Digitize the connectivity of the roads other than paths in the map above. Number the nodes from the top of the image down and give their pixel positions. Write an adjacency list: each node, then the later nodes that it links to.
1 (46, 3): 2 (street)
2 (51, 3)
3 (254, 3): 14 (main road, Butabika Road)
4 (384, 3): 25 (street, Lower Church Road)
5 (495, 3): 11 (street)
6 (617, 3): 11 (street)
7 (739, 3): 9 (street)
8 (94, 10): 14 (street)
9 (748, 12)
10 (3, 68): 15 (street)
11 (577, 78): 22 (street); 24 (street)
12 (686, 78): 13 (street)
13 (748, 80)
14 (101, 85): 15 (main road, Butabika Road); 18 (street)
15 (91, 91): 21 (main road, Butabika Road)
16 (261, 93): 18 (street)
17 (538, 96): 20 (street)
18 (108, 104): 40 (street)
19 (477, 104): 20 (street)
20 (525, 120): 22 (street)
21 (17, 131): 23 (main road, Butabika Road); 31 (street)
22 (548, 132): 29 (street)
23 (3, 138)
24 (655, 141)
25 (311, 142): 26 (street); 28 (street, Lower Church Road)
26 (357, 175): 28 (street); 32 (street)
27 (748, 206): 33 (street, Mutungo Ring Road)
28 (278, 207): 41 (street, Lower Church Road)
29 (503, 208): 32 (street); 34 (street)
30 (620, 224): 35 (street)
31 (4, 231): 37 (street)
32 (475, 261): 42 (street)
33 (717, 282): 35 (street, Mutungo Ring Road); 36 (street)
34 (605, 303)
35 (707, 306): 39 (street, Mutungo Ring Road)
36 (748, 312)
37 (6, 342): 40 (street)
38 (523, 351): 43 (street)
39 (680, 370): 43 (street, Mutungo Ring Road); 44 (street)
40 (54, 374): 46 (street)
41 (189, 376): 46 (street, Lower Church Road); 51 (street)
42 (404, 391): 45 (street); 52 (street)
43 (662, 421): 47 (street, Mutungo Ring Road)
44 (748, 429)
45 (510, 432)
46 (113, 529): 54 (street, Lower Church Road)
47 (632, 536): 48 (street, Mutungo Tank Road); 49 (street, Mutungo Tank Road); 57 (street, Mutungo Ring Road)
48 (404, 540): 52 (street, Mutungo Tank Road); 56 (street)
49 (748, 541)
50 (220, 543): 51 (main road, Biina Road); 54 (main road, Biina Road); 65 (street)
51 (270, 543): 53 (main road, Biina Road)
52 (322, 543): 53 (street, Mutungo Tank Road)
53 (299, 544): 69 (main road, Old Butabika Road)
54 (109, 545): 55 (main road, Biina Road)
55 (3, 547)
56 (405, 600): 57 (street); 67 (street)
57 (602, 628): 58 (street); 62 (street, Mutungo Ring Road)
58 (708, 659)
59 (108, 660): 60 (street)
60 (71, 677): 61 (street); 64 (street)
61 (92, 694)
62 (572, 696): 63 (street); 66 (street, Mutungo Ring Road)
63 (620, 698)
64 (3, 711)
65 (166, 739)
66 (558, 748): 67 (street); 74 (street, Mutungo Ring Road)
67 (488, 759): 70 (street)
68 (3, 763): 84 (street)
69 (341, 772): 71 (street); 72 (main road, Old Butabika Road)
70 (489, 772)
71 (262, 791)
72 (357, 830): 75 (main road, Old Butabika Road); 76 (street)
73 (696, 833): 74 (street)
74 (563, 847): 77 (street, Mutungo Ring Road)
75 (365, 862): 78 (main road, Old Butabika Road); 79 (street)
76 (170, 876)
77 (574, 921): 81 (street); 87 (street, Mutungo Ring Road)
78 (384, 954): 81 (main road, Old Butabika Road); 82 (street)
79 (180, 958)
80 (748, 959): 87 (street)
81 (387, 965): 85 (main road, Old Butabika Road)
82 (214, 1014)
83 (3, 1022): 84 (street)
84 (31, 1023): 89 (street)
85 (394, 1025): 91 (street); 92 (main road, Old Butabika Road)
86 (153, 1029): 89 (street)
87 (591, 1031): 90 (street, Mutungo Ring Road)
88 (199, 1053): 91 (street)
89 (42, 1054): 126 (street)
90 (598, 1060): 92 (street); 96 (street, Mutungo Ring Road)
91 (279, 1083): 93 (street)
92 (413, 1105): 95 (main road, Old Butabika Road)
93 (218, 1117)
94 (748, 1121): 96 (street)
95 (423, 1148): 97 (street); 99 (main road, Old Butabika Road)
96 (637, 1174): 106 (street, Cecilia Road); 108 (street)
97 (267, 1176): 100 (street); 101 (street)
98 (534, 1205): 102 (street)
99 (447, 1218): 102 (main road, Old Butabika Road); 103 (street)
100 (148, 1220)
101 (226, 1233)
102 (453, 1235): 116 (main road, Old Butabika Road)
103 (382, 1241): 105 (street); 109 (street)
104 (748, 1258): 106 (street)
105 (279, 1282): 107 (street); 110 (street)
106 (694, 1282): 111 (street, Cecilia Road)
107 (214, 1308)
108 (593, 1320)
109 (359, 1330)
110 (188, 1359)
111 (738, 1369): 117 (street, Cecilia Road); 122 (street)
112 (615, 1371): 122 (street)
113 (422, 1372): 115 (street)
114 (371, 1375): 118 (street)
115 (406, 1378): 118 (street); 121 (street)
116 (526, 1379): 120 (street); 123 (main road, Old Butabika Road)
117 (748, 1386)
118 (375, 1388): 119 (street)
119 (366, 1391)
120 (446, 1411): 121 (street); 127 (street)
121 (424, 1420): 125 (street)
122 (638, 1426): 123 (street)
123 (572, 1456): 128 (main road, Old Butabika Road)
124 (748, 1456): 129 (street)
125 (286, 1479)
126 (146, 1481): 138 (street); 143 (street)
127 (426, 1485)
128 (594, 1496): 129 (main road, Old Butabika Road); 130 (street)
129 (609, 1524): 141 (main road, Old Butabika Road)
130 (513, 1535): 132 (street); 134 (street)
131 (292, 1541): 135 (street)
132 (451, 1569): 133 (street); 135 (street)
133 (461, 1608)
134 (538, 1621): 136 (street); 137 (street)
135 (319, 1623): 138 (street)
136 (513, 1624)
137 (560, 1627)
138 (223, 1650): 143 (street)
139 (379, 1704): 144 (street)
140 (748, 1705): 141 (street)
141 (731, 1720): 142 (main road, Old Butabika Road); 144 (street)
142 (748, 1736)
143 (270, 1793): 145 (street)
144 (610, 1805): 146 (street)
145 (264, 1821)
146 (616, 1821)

- What is being asked -
Extract each entry in full and write it down exactly.

- Exercise result -
Digitize the connectivity of the roads other than paths in the map above. Number the nodes from the top of the image down and give their pixel positions. Write an adjacency list: each node, then the later nodes that it links to.
1 (46, 3): 2 (street)
2 (51, 3)
3 (254, 3): 14 (main road, Butabika Road)
4 (384, 3): 25 (street, Lower Church Road)
5 (495, 3): 11 (street)
6 (617, 3): 11 (street)
7 (739, 3): 9 (street)
8 (94, 10): 14 (street)
9 (748, 12)
10 (3, 68): 15 (street)
11 (577, 78): 22 (street); 24 (street)
12 (686, 78): 13 (street)
13 (748, 80)
14 (101, 85): 15 (main road, Butabika Road); 18 (street)
15 (91, 91): 21 (main road, Butabika Road)
16 (261, 93): 18 (street)
17 (538, 96): 20 (street)
18 (108, 104): 40 (street)
19 (477, 104): 20 (street)
20 (525, 120): 22 (street)
21 (17, 131): 23 (main road, Butabika Road); 31 (street)
22 (548, 132): 29 (street)
23 (3, 138)
24 (655, 141)
25 (311, 142): 26 (street); 28 (street, Lower Church Road)
26 (357, 175): 28 (street); 32 (street)
27 (748, 206): 33 (street, Mutungo Ring Road)
28 (278, 207): 41 (street, Lower Church Road)
29 (503, 208): 32 (street); 34 (street)
30 (620, 224): 35 (street)
31 (4, 231): 37 (street)
32 (475, 261): 42 (street)
33 (717, 282): 35 (street, Mutungo Ring Road); 36 (street)
34 (605, 303)
35 (707, 306): 39 (street, Mutungo Ring Road)
36 (748, 312)
37 (6, 342): 40 (street)
38 (523, 351): 43 (street)
39 (680, 370): 43 (street, Mutungo Ring Road); 44 (street)
40 (54, 374): 46 (street)
41 (189, 376): 46 (street, Lower Church Road); 51 (street)
42 (404, 391): 45 (street); 52 (street)
43 (662, 421): 47 (street, Mutungo Ring Road)
44 (748, 429)
45 (510, 432)
46 (113, 529): 54 (street, Lower Church Road)
47 (632, 536): 48 (street, Mutungo Tank Road); 49 (street, Mutungo Tank Road); 57 (street, Mutungo Ring Road)
48 (404, 540): 52 (street, Mutungo Tank Road); 56 (street)
49 (748, 541)
50 (220, 543): 51 (main road, Biina Road); 54 (main road, Biina Road); 65 (street)
51 (270, 543): 53 (main road, Biina Road)
52 (322, 543): 53 (street, Mutungo Tank Road)
53 (299, 544): 69 (main road, Old Butabika Road)
54 (109, 545): 55 (main road, Biina Road)
55 (3, 547)
56 (405, 600): 57 (street); 67 (street)
57 (602, 628): 58 (street); 62 (street, Mutungo Ring Road)
58 (708, 659)
59 (108, 660): 60 (street)
60 (71, 677): 61 (street); 64 (street)
61 (92, 694)
62 (572, 696): 63 (street); 66 (street, Mutungo Ring Road)
63 (620, 698)
64 (3, 711)
65 (166, 739)
66 (558, 748): 67 (street); 74 (street, Mutungo Ring Road)
67 (488, 759): 70 (street)
68 (3, 763): 84 (street)
69 (341, 772): 71 (street); 72 (main road, Old Butabika Road)
70 (489, 772)
71 (262, 791)
72 (357, 830): 75 (main road, Old Butabika Road); 76 (street)
73 (696, 833): 74 (street)
74 (563, 847): 77 (street, Mutungo Ring Road)
75 (365, 862): 78 (main road, Old Butabika Road); 79 (street)
76 (170, 876)
77 (574, 921): 81 (street); 87 (street, Mutungo Ring Road)
78 (384, 954): 81 (main road, Old Butabika Road); 82 (street)
79 (180, 958)
80 (748, 959): 87 (street)
81 (387, 965): 85 (main road, Old Butabika Road)
82 (214, 1014)
83 (3, 1022): 84 (street)
84 (31, 1023): 89 (street)
85 (394, 1025): 91 (street); 92 (main road, Old Butabika Road)
86 (153, 1029): 89 (street)
87 (591, 1031): 90 (street, Mutungo Ring Road)
88 (199, 1053): 91 (street)
89 (42, 1054): 126 (street)
90 (598, 1060): 92 (street); 96 (street, Mutungo Ring Road)
91 (279, 1083): 93 (street)
92 (413, 1105): 95 (main road, Old Butabika Road)
93 (218, 1117)
94 (748, 1121): 96 (street)
95 (423, 1148): 97 (street); 99 (main road, Old Butabika Road)
96 (637, 1174): 106 (street, Cecilia Road); 108 (street)
97 (267, 1176): 100 (street); 101 (street)
98 (534, 1205): 102 (street)
99 (447, 1218): 102 (main road, Old Butabika Road); 103 (street)
100 (148, 1220)
101 (226, 1233)
102 (453, 1235): 116 (main road, Old Butabika Road)
103 (382, 1241): 105 (street); 109 (street)
104 (748, 1258): 106 (street)
105 (279, 1282): 107 (street); 110 (street)
106 (694, 1282): 111 (street, Cecilia Road)
107 (214, 1308)
108 (593, 1320)
109 (359, 1330)
110 (188, 1359)
111 (738, 1369): 117 (street, Cecilia Road); 122 (street)
112 (615, 1371): 122 (street)
113 (422, 1372): 115 (street)
114 (371, 1375): 118 (street)
115 (406, 1378): 118 (street); 121 (street)
116 (526, 1379): 120 (street); 123 (main road, Old Butabika Road)
117 (748, 1386)
118 (375, 1388): 119 (street)
119 (366, 1391)
120 (446, 1411): 121 (street); 127 (street)
121 (424, 1420): 125 (street)
122 (638, 1426): 123 (street)
123 (572, 1456): 128 (main road, Old Butabika Road)
124 (748, 1456): 129 (street)
125 (286, 1479)
126 (146, 1481): 138 (street); 143 (street)
127 (426, 1485)
128 (594, 1496): 129 (main road, Old Butabika Road); 130 (street)
129 (609, 1524): 141 (main road, Old Butabika Road)
130 (513, 1535): 132 (street); 134 (street)
131 (292, 1541): 135 (street)
132 (451, 1569): 133 (street); 135 (street)
133 (461, 1608)
134 (538, 1621): 136 (street); 137 (street)
135 (319, 1623): 138 (street)
136 (513, 1624)
137 (560, 1627)
138 (223, 1650): 143 (street)
139 (379, 1704): 144 (street)
140 (748, 1705): 141 (street)
141 (731, 1720): 142 (main road, Old Butabika Road); 144 (street)
142 (748, 1736)
143 (270, 1793): 145 (street)
144 (610, 1805): 146 (street)
145 (264, 1821)
146 (616, 1821)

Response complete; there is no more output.